Removing nan in array at position from another numpy array

Question

I want to remove nans from two arrays if there is a nan in the same position in either of them. The arrays are of same length. Here is what I am doing:

y = numpy.delete(y, numpy.where(numpy.isnan(x)))
numpy.delete(y, numpy.where(numpy.isnan(x)))

However, this only works if x is the one with nan's. How do I make it work if either x or y have nan?

Answer 1

You have to keep track of the indices to remove from both arrays. You don't need where since numpy supports boolean indexing (masks). Also, you don't need delete since you can just get a subset of the array.

mask = ~np.isnan(x)
x = x[mask]
y = y[mask]
mask = ~np.isnan(y)
x = x[mask]
y = y[mask]

Or more compactly:

mask = ~np.isnan(x) & ~np.isnan(y)
x = x[mask]
y = y[mask]

The first implementation only has an advantage if the arrays are enormous and computing the mask for y from a smaller array has a performance benefit.
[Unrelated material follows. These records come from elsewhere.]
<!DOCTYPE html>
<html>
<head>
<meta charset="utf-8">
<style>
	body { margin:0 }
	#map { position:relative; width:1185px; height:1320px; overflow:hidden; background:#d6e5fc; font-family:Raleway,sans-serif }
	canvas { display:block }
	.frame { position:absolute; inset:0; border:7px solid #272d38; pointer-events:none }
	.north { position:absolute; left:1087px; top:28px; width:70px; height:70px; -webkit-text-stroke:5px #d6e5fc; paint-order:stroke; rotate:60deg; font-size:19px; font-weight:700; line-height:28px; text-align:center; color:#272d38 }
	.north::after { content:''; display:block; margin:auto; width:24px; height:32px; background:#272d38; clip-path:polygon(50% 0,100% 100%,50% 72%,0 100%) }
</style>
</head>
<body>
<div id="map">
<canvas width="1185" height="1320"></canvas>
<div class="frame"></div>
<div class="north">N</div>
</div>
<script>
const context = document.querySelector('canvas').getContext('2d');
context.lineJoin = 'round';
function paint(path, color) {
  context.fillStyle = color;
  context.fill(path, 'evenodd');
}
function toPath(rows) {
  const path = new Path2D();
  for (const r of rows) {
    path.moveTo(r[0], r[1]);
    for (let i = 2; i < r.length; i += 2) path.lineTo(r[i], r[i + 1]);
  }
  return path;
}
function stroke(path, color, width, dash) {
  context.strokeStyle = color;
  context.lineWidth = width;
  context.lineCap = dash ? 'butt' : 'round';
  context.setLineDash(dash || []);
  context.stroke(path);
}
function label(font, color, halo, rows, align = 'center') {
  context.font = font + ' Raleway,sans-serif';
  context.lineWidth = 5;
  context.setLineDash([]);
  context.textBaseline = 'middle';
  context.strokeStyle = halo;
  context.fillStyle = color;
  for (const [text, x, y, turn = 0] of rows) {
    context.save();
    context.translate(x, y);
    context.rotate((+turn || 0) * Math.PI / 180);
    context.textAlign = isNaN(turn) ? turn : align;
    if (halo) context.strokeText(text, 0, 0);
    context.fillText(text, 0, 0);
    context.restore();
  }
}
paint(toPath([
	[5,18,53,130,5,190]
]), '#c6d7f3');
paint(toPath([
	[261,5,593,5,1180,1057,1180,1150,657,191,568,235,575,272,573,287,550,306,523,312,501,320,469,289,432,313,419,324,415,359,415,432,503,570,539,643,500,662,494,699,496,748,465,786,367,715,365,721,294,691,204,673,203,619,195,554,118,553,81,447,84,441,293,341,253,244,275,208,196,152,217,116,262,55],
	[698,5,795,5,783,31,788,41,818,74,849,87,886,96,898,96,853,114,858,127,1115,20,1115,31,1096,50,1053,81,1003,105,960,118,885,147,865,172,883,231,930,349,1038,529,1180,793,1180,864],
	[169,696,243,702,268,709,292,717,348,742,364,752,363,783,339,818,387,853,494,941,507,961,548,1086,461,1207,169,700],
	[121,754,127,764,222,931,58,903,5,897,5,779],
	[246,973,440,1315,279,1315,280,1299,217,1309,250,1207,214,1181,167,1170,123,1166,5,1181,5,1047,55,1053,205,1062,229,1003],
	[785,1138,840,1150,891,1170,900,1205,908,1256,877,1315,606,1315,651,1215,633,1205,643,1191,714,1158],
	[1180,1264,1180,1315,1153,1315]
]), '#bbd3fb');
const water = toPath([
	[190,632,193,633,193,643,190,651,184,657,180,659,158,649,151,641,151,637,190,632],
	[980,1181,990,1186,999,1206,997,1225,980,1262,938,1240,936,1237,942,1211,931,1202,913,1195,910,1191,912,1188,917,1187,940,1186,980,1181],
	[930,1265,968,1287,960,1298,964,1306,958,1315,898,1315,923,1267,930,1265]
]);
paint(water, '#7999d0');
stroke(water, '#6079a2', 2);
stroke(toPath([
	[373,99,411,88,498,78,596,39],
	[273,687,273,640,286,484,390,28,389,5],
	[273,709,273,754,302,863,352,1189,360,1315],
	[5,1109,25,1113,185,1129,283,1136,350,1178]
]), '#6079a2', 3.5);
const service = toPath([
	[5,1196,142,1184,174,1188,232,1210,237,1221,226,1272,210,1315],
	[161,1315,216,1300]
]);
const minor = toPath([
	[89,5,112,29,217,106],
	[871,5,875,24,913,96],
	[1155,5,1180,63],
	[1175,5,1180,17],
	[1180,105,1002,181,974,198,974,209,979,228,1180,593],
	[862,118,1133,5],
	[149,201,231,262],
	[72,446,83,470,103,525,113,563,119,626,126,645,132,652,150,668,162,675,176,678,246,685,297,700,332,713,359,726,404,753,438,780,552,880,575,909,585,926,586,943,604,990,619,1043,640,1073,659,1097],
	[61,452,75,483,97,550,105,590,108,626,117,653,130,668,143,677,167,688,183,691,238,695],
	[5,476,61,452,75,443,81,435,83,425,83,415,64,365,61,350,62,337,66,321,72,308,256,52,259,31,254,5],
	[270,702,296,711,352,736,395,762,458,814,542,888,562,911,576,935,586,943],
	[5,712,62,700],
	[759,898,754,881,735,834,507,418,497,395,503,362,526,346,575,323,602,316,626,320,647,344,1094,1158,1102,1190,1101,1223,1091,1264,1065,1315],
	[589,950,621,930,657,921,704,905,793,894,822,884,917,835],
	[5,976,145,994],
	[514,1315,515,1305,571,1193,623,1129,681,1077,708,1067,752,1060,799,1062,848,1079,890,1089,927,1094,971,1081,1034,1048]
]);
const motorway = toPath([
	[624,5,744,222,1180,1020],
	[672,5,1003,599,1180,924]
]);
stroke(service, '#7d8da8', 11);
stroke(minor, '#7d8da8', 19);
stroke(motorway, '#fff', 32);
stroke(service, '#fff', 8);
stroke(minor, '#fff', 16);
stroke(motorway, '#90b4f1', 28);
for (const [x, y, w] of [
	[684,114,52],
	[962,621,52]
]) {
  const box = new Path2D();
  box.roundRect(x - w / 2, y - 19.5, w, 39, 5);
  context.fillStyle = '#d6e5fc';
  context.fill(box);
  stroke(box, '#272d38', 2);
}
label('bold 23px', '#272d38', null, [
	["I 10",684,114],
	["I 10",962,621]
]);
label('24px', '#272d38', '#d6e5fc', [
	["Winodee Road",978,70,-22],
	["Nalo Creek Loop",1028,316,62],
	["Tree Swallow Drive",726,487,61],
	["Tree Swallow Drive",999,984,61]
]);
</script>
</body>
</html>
In general, I would recommend the second approach.

Answer 2

import numpy as np
import numpy.ma as ma

y = ma.masked_array(y, mask=~np.isnan(x))
y = y.compress() # y without nan where x has nan's

or, after the comments:

mask = ~np.isnan(x) & ~np.isnan(y)
y = ma.masked_array(y, mask=mask)
y = y.compress() # y without nan where x and y have nan's

x = ma.masked_array(x, mask=mask)
x = x.compress() # x without nan where x and y have nan's

or without mask:

mask = ~np.isnan(x) & ~np.isnan(y)
y = y[mask]
x = x[mask]